Dataset items:
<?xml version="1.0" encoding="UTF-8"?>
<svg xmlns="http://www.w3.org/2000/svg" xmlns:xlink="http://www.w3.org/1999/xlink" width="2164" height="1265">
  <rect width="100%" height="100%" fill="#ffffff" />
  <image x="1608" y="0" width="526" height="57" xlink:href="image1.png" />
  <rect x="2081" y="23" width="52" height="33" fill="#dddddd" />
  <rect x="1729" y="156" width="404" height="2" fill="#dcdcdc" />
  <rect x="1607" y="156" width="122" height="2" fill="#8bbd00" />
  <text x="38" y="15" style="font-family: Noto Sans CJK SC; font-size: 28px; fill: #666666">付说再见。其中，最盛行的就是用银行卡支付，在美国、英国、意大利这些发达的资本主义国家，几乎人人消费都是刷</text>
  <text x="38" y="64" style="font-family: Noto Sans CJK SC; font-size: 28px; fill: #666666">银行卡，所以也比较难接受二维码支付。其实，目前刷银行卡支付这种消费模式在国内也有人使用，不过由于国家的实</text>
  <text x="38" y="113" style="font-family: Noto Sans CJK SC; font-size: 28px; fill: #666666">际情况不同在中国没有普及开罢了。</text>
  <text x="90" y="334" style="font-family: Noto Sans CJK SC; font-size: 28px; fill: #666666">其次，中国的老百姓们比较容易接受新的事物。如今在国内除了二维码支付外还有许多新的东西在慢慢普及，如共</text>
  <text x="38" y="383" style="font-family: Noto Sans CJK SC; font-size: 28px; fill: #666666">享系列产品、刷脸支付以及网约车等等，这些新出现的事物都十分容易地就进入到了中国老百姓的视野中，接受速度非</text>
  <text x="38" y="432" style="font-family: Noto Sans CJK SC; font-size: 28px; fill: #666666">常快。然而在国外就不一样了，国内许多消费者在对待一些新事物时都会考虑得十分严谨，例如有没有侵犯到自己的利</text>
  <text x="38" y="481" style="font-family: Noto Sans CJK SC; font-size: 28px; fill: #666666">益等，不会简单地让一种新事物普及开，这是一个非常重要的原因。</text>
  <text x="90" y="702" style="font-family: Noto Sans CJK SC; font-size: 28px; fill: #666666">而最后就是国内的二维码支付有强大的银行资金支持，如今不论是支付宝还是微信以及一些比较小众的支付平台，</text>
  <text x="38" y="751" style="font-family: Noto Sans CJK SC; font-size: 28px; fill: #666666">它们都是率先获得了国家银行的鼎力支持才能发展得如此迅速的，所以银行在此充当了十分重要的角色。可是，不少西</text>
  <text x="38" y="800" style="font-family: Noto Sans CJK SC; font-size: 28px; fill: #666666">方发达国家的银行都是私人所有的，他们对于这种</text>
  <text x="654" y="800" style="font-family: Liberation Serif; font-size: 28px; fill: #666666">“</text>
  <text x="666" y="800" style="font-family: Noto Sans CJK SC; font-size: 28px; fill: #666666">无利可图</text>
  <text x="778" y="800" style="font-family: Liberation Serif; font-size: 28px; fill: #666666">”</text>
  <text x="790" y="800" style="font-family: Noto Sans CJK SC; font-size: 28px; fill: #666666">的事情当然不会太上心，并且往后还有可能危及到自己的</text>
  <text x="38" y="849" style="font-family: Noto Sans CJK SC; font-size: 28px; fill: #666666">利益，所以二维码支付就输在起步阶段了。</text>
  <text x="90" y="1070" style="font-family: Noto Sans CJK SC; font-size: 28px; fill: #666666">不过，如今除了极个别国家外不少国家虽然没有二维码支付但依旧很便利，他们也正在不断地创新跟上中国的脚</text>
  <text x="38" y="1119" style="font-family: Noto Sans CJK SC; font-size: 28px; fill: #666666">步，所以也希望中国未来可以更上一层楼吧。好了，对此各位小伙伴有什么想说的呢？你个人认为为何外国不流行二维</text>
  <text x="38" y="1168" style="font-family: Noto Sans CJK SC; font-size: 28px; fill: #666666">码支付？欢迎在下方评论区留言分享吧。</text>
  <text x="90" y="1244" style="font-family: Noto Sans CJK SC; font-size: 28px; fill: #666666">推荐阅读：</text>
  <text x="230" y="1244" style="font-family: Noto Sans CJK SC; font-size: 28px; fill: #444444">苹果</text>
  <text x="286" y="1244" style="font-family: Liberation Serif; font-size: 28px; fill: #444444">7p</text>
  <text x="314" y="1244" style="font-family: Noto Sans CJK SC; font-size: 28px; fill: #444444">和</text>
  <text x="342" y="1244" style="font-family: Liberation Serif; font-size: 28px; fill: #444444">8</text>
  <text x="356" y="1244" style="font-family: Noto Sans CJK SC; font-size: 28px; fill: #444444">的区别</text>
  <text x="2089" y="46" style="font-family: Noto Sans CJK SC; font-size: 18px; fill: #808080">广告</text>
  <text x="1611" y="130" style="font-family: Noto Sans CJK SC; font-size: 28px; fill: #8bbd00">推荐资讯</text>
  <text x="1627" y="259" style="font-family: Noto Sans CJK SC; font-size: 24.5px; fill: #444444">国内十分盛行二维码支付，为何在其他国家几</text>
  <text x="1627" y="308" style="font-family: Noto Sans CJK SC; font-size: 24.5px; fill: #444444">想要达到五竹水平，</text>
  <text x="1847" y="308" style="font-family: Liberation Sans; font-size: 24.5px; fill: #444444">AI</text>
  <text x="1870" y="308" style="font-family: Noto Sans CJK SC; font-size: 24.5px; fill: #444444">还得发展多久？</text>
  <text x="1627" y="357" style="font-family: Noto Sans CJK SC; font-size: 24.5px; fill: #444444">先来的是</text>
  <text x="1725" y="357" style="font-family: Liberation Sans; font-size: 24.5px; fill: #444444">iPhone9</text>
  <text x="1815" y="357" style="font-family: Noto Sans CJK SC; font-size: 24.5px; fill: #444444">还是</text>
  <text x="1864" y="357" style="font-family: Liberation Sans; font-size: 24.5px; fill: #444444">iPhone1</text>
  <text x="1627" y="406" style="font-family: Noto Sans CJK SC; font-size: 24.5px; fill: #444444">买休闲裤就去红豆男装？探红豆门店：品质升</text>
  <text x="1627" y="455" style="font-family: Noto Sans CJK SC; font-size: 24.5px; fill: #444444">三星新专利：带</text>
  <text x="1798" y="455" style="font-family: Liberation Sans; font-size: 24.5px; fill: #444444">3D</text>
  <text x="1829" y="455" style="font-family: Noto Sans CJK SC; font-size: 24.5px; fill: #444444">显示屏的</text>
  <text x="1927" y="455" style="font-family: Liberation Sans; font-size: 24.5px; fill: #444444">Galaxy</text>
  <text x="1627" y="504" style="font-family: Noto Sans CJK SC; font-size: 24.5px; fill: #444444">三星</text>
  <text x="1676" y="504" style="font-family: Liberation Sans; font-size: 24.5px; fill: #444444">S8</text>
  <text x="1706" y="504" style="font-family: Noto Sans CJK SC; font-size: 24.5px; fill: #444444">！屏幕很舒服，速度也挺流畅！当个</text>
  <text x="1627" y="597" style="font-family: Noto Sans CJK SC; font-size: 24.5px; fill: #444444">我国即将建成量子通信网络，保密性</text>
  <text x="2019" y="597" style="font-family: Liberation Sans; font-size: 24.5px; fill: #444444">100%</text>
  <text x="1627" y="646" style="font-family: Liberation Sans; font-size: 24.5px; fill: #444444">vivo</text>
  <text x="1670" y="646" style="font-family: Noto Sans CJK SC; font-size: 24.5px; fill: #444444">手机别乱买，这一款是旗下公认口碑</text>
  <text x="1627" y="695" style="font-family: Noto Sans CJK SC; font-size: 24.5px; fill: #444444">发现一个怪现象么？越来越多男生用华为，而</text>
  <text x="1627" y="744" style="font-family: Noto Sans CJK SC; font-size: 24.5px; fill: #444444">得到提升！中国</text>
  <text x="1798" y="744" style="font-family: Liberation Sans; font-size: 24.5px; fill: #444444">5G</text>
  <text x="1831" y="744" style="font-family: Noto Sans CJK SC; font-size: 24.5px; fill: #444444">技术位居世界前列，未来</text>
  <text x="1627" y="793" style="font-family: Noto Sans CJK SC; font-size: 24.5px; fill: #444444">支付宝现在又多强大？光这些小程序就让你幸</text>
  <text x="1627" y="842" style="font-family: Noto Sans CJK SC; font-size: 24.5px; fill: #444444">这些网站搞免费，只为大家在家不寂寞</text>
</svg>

PROMPT:
Whenever a line includes the word "Serif", pull it out of the entries.

SOLUTION TO THIS EXERCISE:
  <text x="654" y="800" style="font-family: Liberation Serif; font-size: 28px; fill: #666666">“</text>
  <text x="778" y="800" style="font-family: Liberation Serif; font-size: 28px; fill: #666666">”</text>
  <text x="286" y="1244" style="font-family: Liberation Serif; font-size: 28px; fill: #444444">7p</text>
  <text x="342" y="1244" style="font-family: Liberation Serif; font-size: 28px; fill: #444444">8</text>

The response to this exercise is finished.